# [Directions for this task]
Within the data below, determine how many lines contain "roads" and supply only that figure.

# [Data to examine]
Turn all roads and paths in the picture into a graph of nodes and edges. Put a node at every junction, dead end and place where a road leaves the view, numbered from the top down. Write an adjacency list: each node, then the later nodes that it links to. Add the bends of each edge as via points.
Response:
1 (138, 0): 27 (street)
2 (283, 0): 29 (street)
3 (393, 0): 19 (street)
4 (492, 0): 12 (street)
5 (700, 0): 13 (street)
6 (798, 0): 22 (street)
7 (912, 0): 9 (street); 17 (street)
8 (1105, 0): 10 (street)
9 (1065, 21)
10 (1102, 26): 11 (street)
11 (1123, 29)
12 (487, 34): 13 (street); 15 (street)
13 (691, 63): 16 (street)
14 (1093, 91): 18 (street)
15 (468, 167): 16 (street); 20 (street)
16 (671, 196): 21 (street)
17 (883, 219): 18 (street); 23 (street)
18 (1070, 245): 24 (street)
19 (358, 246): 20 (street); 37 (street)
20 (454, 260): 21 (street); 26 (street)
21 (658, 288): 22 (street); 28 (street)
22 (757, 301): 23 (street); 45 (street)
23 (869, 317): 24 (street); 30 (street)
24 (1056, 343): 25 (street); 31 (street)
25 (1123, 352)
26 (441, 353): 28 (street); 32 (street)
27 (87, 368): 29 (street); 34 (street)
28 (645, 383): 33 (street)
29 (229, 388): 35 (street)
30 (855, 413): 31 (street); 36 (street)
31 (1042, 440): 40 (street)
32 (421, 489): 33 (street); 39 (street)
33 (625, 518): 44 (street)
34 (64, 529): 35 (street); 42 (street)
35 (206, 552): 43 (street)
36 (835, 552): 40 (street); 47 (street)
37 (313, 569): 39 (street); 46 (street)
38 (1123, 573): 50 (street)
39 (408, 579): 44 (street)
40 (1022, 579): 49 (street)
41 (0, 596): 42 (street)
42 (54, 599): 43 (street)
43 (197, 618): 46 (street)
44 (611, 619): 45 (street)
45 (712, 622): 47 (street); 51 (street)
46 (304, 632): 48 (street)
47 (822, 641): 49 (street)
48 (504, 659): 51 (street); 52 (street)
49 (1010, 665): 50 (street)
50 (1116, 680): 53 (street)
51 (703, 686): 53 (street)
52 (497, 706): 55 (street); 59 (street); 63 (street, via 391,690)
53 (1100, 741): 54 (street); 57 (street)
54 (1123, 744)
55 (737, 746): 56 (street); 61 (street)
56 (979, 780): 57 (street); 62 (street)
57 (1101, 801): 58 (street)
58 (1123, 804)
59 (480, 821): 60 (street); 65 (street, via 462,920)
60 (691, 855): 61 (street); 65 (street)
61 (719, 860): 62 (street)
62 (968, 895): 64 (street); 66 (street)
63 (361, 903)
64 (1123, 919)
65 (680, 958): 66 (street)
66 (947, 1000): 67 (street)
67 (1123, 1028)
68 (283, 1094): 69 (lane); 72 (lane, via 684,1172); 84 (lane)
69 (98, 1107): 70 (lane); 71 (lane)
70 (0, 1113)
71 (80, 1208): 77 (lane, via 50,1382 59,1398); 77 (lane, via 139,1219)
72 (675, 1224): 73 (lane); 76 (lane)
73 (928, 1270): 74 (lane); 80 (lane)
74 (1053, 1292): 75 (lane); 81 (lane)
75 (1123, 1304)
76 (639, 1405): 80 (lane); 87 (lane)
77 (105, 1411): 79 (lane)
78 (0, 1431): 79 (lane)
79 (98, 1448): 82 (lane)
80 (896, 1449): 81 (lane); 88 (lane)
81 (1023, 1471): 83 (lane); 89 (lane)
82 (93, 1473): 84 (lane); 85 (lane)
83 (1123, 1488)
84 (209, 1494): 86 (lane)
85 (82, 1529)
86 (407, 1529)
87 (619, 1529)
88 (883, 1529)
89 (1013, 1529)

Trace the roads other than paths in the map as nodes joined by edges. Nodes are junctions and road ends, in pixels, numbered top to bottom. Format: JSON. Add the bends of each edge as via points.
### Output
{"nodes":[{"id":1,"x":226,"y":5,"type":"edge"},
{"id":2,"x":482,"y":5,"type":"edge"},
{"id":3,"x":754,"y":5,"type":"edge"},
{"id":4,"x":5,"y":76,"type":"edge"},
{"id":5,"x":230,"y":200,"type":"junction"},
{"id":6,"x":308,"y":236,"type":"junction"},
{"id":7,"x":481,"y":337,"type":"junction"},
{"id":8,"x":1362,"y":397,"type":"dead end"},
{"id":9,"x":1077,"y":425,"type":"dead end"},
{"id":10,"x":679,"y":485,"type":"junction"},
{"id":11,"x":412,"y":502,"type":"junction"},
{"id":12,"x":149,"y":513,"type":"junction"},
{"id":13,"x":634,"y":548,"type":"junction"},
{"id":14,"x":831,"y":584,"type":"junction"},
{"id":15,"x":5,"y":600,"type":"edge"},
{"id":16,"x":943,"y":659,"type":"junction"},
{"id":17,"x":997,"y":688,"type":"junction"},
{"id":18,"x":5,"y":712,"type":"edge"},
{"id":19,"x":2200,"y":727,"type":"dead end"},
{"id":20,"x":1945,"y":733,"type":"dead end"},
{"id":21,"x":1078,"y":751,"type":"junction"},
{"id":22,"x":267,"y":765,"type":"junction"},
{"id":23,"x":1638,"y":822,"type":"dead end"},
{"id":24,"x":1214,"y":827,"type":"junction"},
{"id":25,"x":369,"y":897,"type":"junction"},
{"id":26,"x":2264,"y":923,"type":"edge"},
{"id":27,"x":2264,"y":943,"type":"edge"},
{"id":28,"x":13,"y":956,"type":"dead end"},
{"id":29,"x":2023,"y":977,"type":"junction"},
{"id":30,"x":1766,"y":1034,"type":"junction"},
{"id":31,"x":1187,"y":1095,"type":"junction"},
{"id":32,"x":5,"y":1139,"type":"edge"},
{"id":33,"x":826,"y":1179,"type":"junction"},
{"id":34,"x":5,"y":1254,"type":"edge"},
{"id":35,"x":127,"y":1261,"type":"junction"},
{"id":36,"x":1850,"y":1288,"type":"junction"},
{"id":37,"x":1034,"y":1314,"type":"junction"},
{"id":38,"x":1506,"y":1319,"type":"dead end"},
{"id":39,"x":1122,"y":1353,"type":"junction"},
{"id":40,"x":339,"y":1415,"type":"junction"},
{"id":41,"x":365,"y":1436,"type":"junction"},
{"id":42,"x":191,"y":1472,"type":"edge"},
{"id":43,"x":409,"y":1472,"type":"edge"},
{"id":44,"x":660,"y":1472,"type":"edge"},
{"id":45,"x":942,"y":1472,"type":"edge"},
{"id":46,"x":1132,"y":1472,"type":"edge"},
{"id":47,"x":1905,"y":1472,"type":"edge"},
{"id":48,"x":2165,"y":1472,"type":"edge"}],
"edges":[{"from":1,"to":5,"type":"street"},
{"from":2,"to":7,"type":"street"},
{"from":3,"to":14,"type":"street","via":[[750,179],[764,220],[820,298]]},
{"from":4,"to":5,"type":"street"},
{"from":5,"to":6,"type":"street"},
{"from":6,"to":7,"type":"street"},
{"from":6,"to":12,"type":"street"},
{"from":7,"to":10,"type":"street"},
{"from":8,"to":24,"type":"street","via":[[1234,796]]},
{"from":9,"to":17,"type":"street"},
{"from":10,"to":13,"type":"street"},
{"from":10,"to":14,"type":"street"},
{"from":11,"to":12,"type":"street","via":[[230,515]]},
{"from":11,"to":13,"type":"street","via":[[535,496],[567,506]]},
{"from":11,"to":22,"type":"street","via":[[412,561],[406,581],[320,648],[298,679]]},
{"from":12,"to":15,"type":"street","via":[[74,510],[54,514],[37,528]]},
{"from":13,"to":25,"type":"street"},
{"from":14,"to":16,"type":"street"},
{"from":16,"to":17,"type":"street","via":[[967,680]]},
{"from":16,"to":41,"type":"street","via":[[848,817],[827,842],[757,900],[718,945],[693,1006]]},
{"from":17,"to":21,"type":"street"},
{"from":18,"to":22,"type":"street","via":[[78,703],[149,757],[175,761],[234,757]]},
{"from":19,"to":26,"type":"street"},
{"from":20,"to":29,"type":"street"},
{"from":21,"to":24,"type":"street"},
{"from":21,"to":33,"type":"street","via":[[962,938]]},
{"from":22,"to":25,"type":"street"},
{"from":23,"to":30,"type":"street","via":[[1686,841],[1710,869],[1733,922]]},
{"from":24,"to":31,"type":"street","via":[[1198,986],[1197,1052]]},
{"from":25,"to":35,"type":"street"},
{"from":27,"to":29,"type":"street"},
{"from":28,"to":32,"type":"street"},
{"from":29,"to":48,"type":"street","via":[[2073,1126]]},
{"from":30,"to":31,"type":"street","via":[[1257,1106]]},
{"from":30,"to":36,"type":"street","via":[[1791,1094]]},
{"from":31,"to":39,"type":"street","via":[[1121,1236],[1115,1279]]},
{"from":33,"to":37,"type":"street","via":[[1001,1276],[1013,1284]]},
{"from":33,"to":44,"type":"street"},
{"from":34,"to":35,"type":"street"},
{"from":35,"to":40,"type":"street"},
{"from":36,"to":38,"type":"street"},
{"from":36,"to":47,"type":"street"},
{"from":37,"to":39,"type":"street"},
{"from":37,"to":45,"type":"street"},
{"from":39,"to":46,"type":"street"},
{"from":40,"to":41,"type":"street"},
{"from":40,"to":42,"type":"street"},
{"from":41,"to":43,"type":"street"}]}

# [Output for this exercise]
2